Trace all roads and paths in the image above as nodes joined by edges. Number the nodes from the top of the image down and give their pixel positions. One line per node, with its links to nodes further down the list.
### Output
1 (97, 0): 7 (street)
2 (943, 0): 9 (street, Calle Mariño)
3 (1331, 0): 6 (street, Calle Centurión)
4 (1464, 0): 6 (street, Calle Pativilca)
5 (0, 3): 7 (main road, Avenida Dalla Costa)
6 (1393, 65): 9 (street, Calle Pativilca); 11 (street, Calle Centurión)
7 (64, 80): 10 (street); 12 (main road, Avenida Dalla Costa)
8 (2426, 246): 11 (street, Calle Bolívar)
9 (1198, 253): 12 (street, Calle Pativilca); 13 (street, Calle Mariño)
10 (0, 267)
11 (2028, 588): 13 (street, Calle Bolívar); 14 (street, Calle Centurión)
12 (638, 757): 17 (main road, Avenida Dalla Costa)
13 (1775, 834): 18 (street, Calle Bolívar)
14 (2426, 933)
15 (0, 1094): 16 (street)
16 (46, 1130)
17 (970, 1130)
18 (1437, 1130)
--------
EXERCISE PROMPT:
Reproduce the material. Keep every word as written.

OUTPUT FOR THIS TASK:
Trace all roads and paths in the image above as nodes joined by edges. Number the nodes from the top of the image down and give their pixel positions. One line per node, with its links to nodes further down the list.
### Output
1 (97, 0): 7 (street)
2 (943, 0): 9 (street, Calle Mariño)
3 (1331, 0): 6 (street, Calle Centurión)
4 (1464, 0): 6 (street, Calle Pativilca)
5 (0, 3): 7 (main road, Avenida Dalla Costa)
6 (1393, 65): 9 (street, Calle Pativilca); 11 (street, Calle Centurión)
7 (64, 80): 10 (street); 12 (main road, Avenida Dalla Costa)
8 (2426, 246): 11 (street, Calle Bolívar)
9 (1198, 253): 12 (street, Calle Pativilca); 13 (street, Calle Mariño)
10 (0, 267)
11 (2028, 588): 13 (street, Calle Bolívar); 14 (street, Calle Centurión)
12 (638, 757): 17 (main road, Avenida Dalla Costa)
13 (1775, 834): 18 (street, Calle Bolívar)
14 (2426, 933)
15 (0, 1094): 16 (street)
16 (46, 1130)
17 (970, 1130)
18 (1437, 1130)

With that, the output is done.